Durante os primeiros seis meses foram reeditados em Portugal e em CD algumas obras fundamentais da música de Cabo Verde. Primeiro a rainha da morna, Cesária Évora, com “Destino de Belita”, o menos conseguido, “Mar Azul”, um dos discos mais belos de sempre da música lusófona, e “Miss Perfumado” que, só em França, já vendeu para cima de 50 mil exemplares. No mesmo mês chegou aos escaparates outro nome mítico da música das ilhas, António Vicente Lopes, ou Antoninho Travadinha, com “Travadinha – Le Violin du Cap Vert”.
Junho foi o mês da chegada de mais mornas, desta feita assinadas por B. Leza, na voz de Titina. Vitorino foi o primeiro português a merecer honras de reedição. “Leitaria Garrett”, o já clássico retrato de Lisboa do princípio do século, aí está de novo, liberto de ruídos e preconceitos. Já perto do final do ano, o cantor alentejano viria a reincidir, lançando uma colectânea que inclui as canções por si consideradas “as mais bonitas” da sua carreira. Enquanto isso o seu irmão Janita Salomé soltava o “cante” alentejano e outros ventos ainda mais a sul com “Melro”. Em Setembro Pedro Caldeira Cabral mostrou na guitarra portuguesa as suas fusões com a tradição e a música de câmara em “Pedro Caldeira Cabral” e “Duas Faces”. Em minidisc saíram entretanto “Fados de Coimbra”, Traz Outro Amigo Também” e “Cantigas do Maio”, de José Afonso.
Já em Dezembro chegou a vez das homenagens. Vicente da Câmara, José da Câmara e Nuno da Câmara Pereira evocaram os fados e a música de Maria Teresa de Noronha, falecida este ano, em “Tradição”. Homenagem a Maria Teresa de Noronha”. Na calha estão o disco de homenagem a José Afonso, que levará a assinatura da maior parte dos nomes mais conhecidos da nossa cena musical, e outro em que o homenageado será António Variações, com edição prevista já para este mês.
Quem não esperou pelo novo ano foram os Castro e Barius que em “Tributo” “assassinam” a música de José Afonso, Fausto e Vitorino. José Afonso que, se fosse vivo, teria gostado de ver as reedições em compacto que se fizeram de “Galinhas do Mato” e “Zeca Afonso no Coliseu”.

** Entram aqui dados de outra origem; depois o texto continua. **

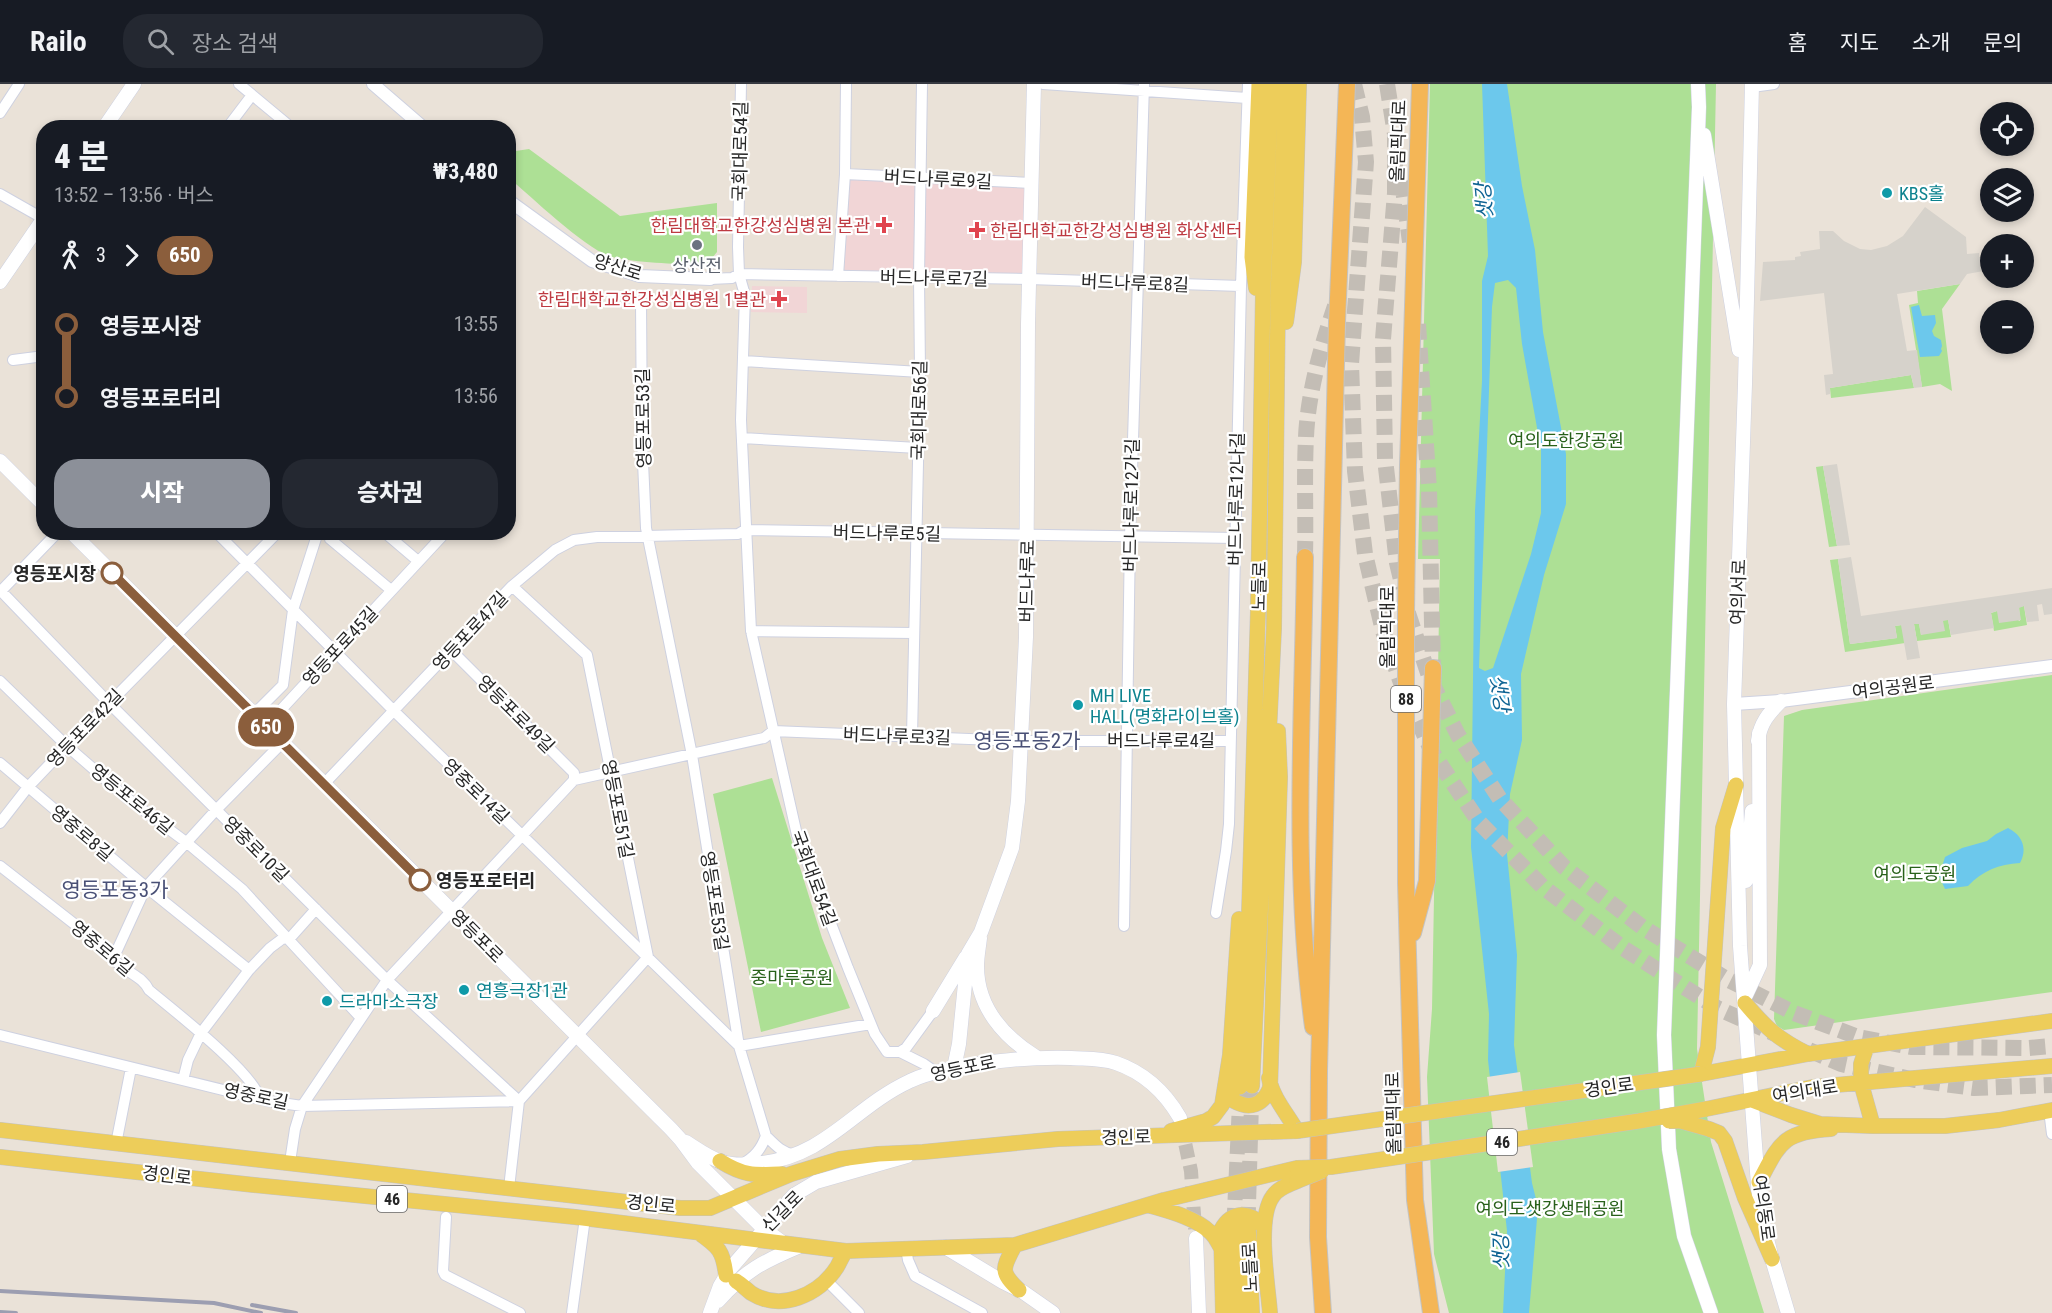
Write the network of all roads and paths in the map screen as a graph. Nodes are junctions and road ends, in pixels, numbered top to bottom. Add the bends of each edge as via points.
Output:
1 (19, 84) edge
2 (134, 84) edge
3 (239, 84) edge
4 (373, 84) edge
5 (741, 84) edge
6 (846, 84) edge
7 (922, 84) edge
8 (1034, 84) edge
9 (1043, 84) edge
10 (1248, 84) edge
11 (1259, 84) edge
12 (1271, 84) edge
13 (1286, 84) edge
14 (1299, 84) edge
15 (1347, 84) edge
16 (1419, 84) edge
17 (1698, 84) edge
18 (1774, 84) edge
19 (1752, 86) edge
20 (1144, 88) edge
21 (252, 95) junction
22 (1247, 98) junction
23 (4, 99) edge
24 (1699, 107) junction
25 (0, 113) edge
26 (109, 120) edge
27 (233, 120) edge
28 (282, 120) edge
29 (415, 120) edge
30 (845, 174) junction
31 (920, 178) junction
32 (1032, 183) junction
33 (0, 194) edge
34 (516, 206) edge
35 (36, 214) edge
36 (36, 228) edge
37 (739, 274) junction
38 (838, 276) junction
39 (919, 277) junction
40 (710, 279) joint
41 (1029, 279) junction
42 (0, 282) edge
43 (1137, 283) junction
44 (1241, 286) junction
45 (641, 301) dead end
46 (1262, 331) junction
47 (36, 358) edge
48 (13, 360) dead end
49 (743, 361) junction
50 (920, 372) junction
51 (1278, 382) junction
52 (1745, 384) junction
53 (742, 438) junction
54 (918, 448) junction
55 (0, 461) edge
56 (36, 497) edge
57 (745, 530) junction
58 (916, 533) junction
59 (648, 535) junction
60 (1028, 535) junction
61 (1130, 537) junction
62 (1236, 538) junction
63 (50, 540) edge
64 (79, 540) edge
65 (224, 540) edge
66 (270, 540) edge
67 (315, 540) edge
68 (331, 540) edge
69 (393, 540) edge
70 (438, 540) edge
71 (1305, 557) tunnel mouth
72 (418, 561) junction
73 (247, 564) junction
74 (512, 586) junction
75 (0, 591) edge
76 (391, 591) junction
77 (293, 610) junction
78 (1274, 628) junction
79 (751, 631) junction
80 (914, 633) junction
81 (175, 637) junction
82 (335, 651) junction
83 (452, 651) junction
84 (2052, 666) edge
85 (1433, 668) tunnel mouth
86 (0, 681) edge
87 (1781, 701) junction
88 (109, 703) junction
89 (1734, 704) junction
90 (395, 712) junction
91 (253, 715) junction
92 (266, 727) junction
93 (773, 731) junction
94 (1759, 733) junction
95 (912, 736) junction
96 (1126, 740) junction
97 (1020, 741) junction
98 (1230, 741) junction
99 (282, 743) junction
100 (67, 746) junction
101 (692, 755) junction
102 (0, 763) edge
103 (611, 773) junction
104 (574, 780) junction
105 (323, 785) junction
106 (1736, 785) junction
107 (28, 787) junction
108 (216, 810) junction
109 (0, 823) edge
110 (522, 835) junction
111 (186, 842) junction
112 (0, 866) edge
113 (146, 887) junction
114 (316, 909) junction
115 (451, 911) junction
116 (1216, 912) dead end
117 (1124, 926) dead end
118 (981, 932) junction
119 (287, 938) junction
120 (1740, 946) junction
121 (1409, 948) junction
122 (968, 954) junction
123 (648, 957) junction
124 (112, 959) junction
125 (249, 970) junction
126 (387, 980) junction
127 (1745, 1000) junction
128 (933, 1011) junction
129 (361, 1018) junction
130 (2052, 1021) edge
131 (871, 1024) junction
132 (961, 1024) junction
133 (201, 1033) junction
134 (0, 1035) edge
135 (576, 1035) junction
136 (1867, 1046) junction
137 (739, 1047) junction
138 (900, 1053) junction
139 (1808, 1054) junction
140 (1036, 1057) junction
141 (1750, 1066) junction
142 (2052, 1066) edge
143 (131, 1068) junction
144 (954, 1068) junction
145 (934, 1071) junction
146 (1319, 1071) junction
147 (1701, 1074) junction
148 (1269, 1077) junction
149 (183, 1080) junction
150 (1861, 1083) junction
151 (1239, 1085) junction
152 (260, 1099) junction
153 (1752, 1100) junction
154 (519, 1101) junction
155 (302, 1106) junction
156 (2050, 1110) edge
157 (1180, 1118) tunnel mouth
158 (1640, 1121) junction
159 (1873, 1126) junction
160 (0, 1130) edge
161 (1297, 1131) junction
162 (2052, 1134) edge
163 (766, 1136) junction
164 (1151, 1136) junction
165 (681, 1140) junction
166 (116, 1144) junction
167 (923, 1152) junction
168 (799, 1155) junction
169 (0, 1156) edge
170 (720, 1161) junction
171 (290, 1162) junction
172 (736, 1166) junction
173 (790, 1174) junction
174 (1297, 1174) junction
175 (1759, 1182) junction
176 (509, 1188) junction
177 (734, 1199) junction
178 (1148, 1205) junction
179 (446, 1217) dead end
180 (585, 1218) junction
181 (1264, 1227) junction
182 (696, 1231) junction
183 (759, 1234) junction
184 (1196, 1238) tunnel mouth
185 (1015, 1245) junction
186 (800, 1246) junction
187 (945, 1247) junction
188 (906, 1248) junction
189 (1221, 1248) junction
190 (846, 1251) junction
191 (1772, 1259) junction
192 (731, 1278) junction
193 (826, 1280) junction
194 (1020, 1290) junction
195 (711, 1310) edge
196 (520, 1313) edge
197 (572, 1313) edge
198 (859, 1313) edge
199 (982, 1313) edge
200 (1053, 1313) edge
201 (1199, 1313) edge
202 (1223, 1313) edge
203 (1238, 1313) edge
204 (1252, 1313) edge
205 (1270, 1313) edge
206 (1323, 1313) edge
207 (1431, 1313) edge
208 (1711, 1313) edge
209 (1788, 1313) edge

1 - 23 street
2 - 26 main road
3 - 21 street
4 - 29 street
5 - 37 street, 국회대로54길
6 - 30 street
7 - 31 street, 국회대로56길
8 - 32 main road, 버드나루로
9 - 20 street
10 - 22 street, 버드나루로12나길
11 - 46 main road via 1252,257
12 - 46 main road, 노들로
13 - 51 main road, 노들로
14 - 51 main road via 1294,262
15 - 146 highway via 1337,322
16 - 121 highway, 올림픽대로 / 88 via 1406,614
17 - 24 main road
18 - 19 street
19 - 52 main road, 여의서로
20 - 22 street
20 - 43 street, 버드나루로12가길
21 - 27 street
21 - 28 street
22 - 44 street, 버드나루로12나길
23 - 25 street
24 - 52 main road
24 - 208 main road via 1664,1035 1671,1160 1684,1236
30 - 31 street, 버드나루로9길
30 - 38 street
31 - 32 street, 버드나루로9길
31 - 39 street, 국회대로56길
32 - 41 main road, 버드나루로
33 - 35 street
34 - 40 street, 양산로 via 592,261 640,276
36 - 42 main road
37 - 38 street, 버드나루로7길
37 - 40 street
37 - 49 street, 국회대로54길 via 745,295
38 - 39 street, 버드나루로7길
39 - 41 street, 버드나루로7길
39 - 50 street, 국회대로56길
41 - 43 street, 버드나루로8길
41 - 60 main road, 버드나루로
43 - 44 street, 버드나루로8길
43 - 61 street, 버드나루로12가길
44 - 62 street, 버드나루로12나길
45 - 59 street, 영등포로53길 via 642,448
46 - 151 main road, 노들로 via 1258,611 1243,775 1230,1055
47 - 48 street
49 - 50 street
49 - 53 street, 국회대로54길
50 - 54 street, 국회대로56길
51 - 78 main road, 노들로
52 - 89 main road, 여의서로
53 - 54 street
53 - 57 street, 국회대로54길
54 - 58 street, 국회대로56길
55 - 56 main road
57 - 58 street, 버드나루로5길
57 - 59 street via 738,534
57 - 79 street, 국회대로54길
58 - 60 street, 버드나루로5길
58 - 80 street, 국회대로56길
59 - 74 street, 영등포로47길 via 574,540 555,550
59 - 101 street, 영등포로53길
60 - 61 street, 버드나루로5길
60 - 97 main road, 버드나루로
61 - 62 street, 버드나루로5길
61 - 96 street, 버드나루로12가길
62 - 98 street, 버드나루로12나길
63 - 75 street
64 - 81 main road, 영등포로
65 - 73 street, 영중로14길
66 - 73 street, 영등포로42길
67 - 77 street
68 - 76 street, 영등포로45길
69 - 72 street
70 - 72 street, 영등포로45길
71 - 146 highway via 1301,837 1306,977
72 - 76 street, 영등포로45길
73 - 77 street, 영중로14길
73 - 81 street, 영등포로42길
74 - 83 street, 영등포로47길
74 - 103 street, 영등포로51길 via 587,655
75 - 88 street, 영중로10길
76 - 82 street, 영등포로45길
77 - 82 street, 영중로14길
77 - 91 street via 284,685
78 - 148 main road via 1280,777
78 - 151 main road, 노들로
79 - 80 street
79 - 93 street, 국회대로54길
80 - 95 street, 국회대로56길
81 - 88 street, 영등포로42길
81 - 91 main road, 영등포로
82 - 90 street, 영중로14길
82 - 92 street, 영등포로45길
83 - 90 street, 영등포로47길
83 - 104 street, 영등포로49길 via 574,772
84 - 87 street, 여의공원로
85 - 121 highway via 1427,880
86 - 100 street, 영등포로46길
87 - 89 street, 여의공원로
87 - 94 main road via 1767,715
88 - 100 street, 영등포로42길
88 - 108 street, 영중로10길
89 - 106 main road, 여의서로
90 - 105 street, 영등포로47길
90 - 110 street, 영중로14길
91 - 92 main road, 영등포로
92 - 99 main road, 영등포로
93 - 95 street, 버드나루로3길
93 - 101 street via 764,738
93 - 131 street, 국회대로54길 via 797,835
94 - 120 main road
94 - 127 main road via 1760,965
95 - 97 street, 버드나루로3길
96 - 97 street, 버드나루로4길
96 - 98 street, 버드나루로4길
96 - 117 street, 버드나루로12가길
97 - 118 main road, 버드나루로 via 1012,848
98 - 116 street, 버드나루로12나길 via 1226,851
99 - 105 main road, 영등포로
99 - 108 street, 영등포로46길
100 - 107 street, 영등포로42길
100 - 111 street, 영등포로46길
101 - 103 street
101 - 137 street, 영등포로53길
102 - 107 street, 영중로8길
103 - 104 street
103 - 123 street, 영등포로51길
104 - 110 street
105 - 115 main road, 영등포로
106 - 120 main road, 여의서로
106 - 147 main road via 1724,828 1708,1047
107 - 109 street, 영등포로42길
107 - 113 street, 영중로8길
108 - 111 street, 영등포로46길
108 - 114 street, 영중로10길
110 - 115 street
110 - 123 street, 영중로14길
111 - 113 street, 영등포로46길
111 - 119 street, 영등포로46길 via 242,889
112 - 124 street, 영중로6길 via 100,944
113 - 124 street, 영등포로46길
113 - 125 street, 영중로8길
114 - 119 street
114 - 126 street, 영중로10길
115 - 126 street
115 - 135 main road, 영등포로
118 - 122 main road, 버드나루로
118 - 140 main road via 977,968 988,1010 1005,1034
119 - 125 street via 270,948
119 - 129 street, 영등포로46길
120 - 127 main road, 여의서로
121 - 207 highway, 올림픽대로 / 88 via 1414,1200
122 - 128 main road
122 - 132 main road, 버드나루로
123 - 135 street
123 - 137 street, 영중로14길
124 - 133 street, 영중로6길 via 146,983 149,990
125 - 133 street
126 - 129 street
126 - 154 street, 영중로10길
127 - 139 main road via 1765,1028
127 - 141 main road, 여의서로
128 - 132 main road via 945,1006 955,1010
128 - 138 street
129 - 155 street
130 - 136 main road, 여의대로 / 46
131 - 137 street
131 - 138 street, 국회대로54길 via 887,1052
132 - 144 main road, 버드나루로
133 - 149 street
133 - 152 street, 영중로6길 via 258,1090
134 - 143 street, 영중로길
135 - 154 street
135 - 165 main road, 영등포로
136 - 139 main road, 여의대로 / 46
136 - 150 main road via 1861,1064
137 - 163 street, 영등포로53길
138 - 145 street
139 - 141 main road, 여의대로 / 46
140 - 144 main road, 영등포로
140 - 157 main road, 영등포로 via 1102,1059 1125,1067 1153,1083 1171,1101
141 - 147 main road, 경인로 / 46
141 - 153 main road, 여의서로
142 - 150 main road, 여의대로
143 - 149 street, 영중로길
143 - 166 street
144 - 145 main road, 영등포로
145 - 168 main road, 영등포로 via 873,1102 821,1143
146 - 206 highway via 1318,1237
147 - 161 main road, 경인로 / 46, bridge
148 - 151 main road via 1267,1097 1252,1106 1234,1101
148 - 161 main road
149 - 152 street, 영중로길
150 - 153 main road, 여의대로 via 1814,1087
150 - 159 main road
151 - 164 main road via 1213,1117
152 - 155 street, 영중로길
153 - 158 main road, 46, bridge
153 - 159 main road, 여의대로 via 1820,1124
153 - 175 main road, 여의동로
154 - 155 street, 영중로길
154 - 176 street
155 - 171 street
156 - 159 main road, 여의대로 via 1946,1126
156 - 162 street, 여의대로
158 - 174 main road, 46, bridge
158 - 191 main road, bridge via 1681,1121 1719,1133
159 - 175 main road via 1790,1137 1777,1148
160 - 166 main road, 경인로 / 46
161 - 164 main road, 경인로 / 46
163 - 168 street via 780,1150
163 - 172 street via 755,1156
164 - 167 main road, 경인로 / 46 via 1058,1139
165 - 170 main road, 영등포로
165 - 177 main road, 영등포로
166 - 171 main road, 경인로 / 46
167 - 173 main road, 경인로 / 46 via 840,1159
167 - 183 main road, 신길로 via 805,1187
168 - 172 main road, 영등포로
169 - 180 main road, 경인로 / 46
170 - 172 main road, 영등포로
170 - 173 main road via 737,1172
171 - 176 main road, 경인로 / 46
173 - 177 main road, 경인로 / 46
174 - 178 main road, 46 via 1220,1185
174 - 181 main road via 1273,1195
175 - 191 main road, 여의동로 via 1760,1211
176 - 177 main road, 경인로 / 46 via 680,1208 710,1208
177 - 183 main road, 영등포로
178 - 185 main road, 46
178 - 189 main road via 1198,1224 1211,1232
179 - 196 street via 445,1275
180 - 182 main road, 경인로 / 46
180 - 197 street
181 - 189 main road via 1251,1216 1239,1215 1226,1221 1221,1230
181 - 205 main road
182 - 183 main road, 경인로 / 46
182 - 192 main road via 721,1251
183 - 186 main road, 경인로 / 46
183 - 192 main road, 신길로
184 - 201 main road
185 - 187 main road, 46
185 - 194 main road via 1004,1270
186 - 190 main road, 경인로
186 - 192 main road, 신길로
187 - 188 main road, 경인로
187 - 194 main road
188 - 190 main road, 경인로
188 - 199 street via 915,1276
189 - 202 main road
190 - 193 main road
191 - 209 main road, 여의동로
192 - 193 main road via 758,1296 780,1302 800,1298
192 - 195 main road, 신길로
193 - 198 street
194 - 200 main road
203 - 204 main road, 노들로 via 1241,1222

Com a “Pedra Filosofal” voltou a obra de Manuel Freire. Por cumprir fica a promessa de reedição em caixa da obra completa de Adriano Correia de Oliveira. Outras duas caixas de triplos CD’s, entretanto já lançadas, são: uma de declamação de poesia pelo grande João Villaret, outra com “O Melhor” da fadista castiça Hermínia Silva.
“Cavaquinho”, de Júlio Pereira, encetou entretanto a reedição dos primeiros trabalhos deste artista, na mesma altura em que a Banda do Casaco começava pelo fim, lançando as edições em compacto de “No Jardim da Celeste”, “Também Eu” e “Banda do Casaco com Ti Chitas”, deixando para a próxima os quatro álbuns que faltam. A canção ligeira do final dos anos 60 foi recordada através de “Os Primeiros Êxitos” de Carlos Mendes e Fernando Tordo, os mesmos de Falas Tu ou Falo Eu.
Finalmente, num ano que assistiu ao renascimento do rei do twist Vítor Mendes, não causou surpresa o reaparecimento e recuperação de bandas ié-ié dos 60 como os Sheiks e o Conjunto João Paulo. E porque não começar o novo ano a ouvir “A lenda de el-rei D. Sebastião” e “Balada para D. Inês”, duas canções que puseram o comboio em andamento, incluídas na colectânea “A lenda do Quarteto 1111”?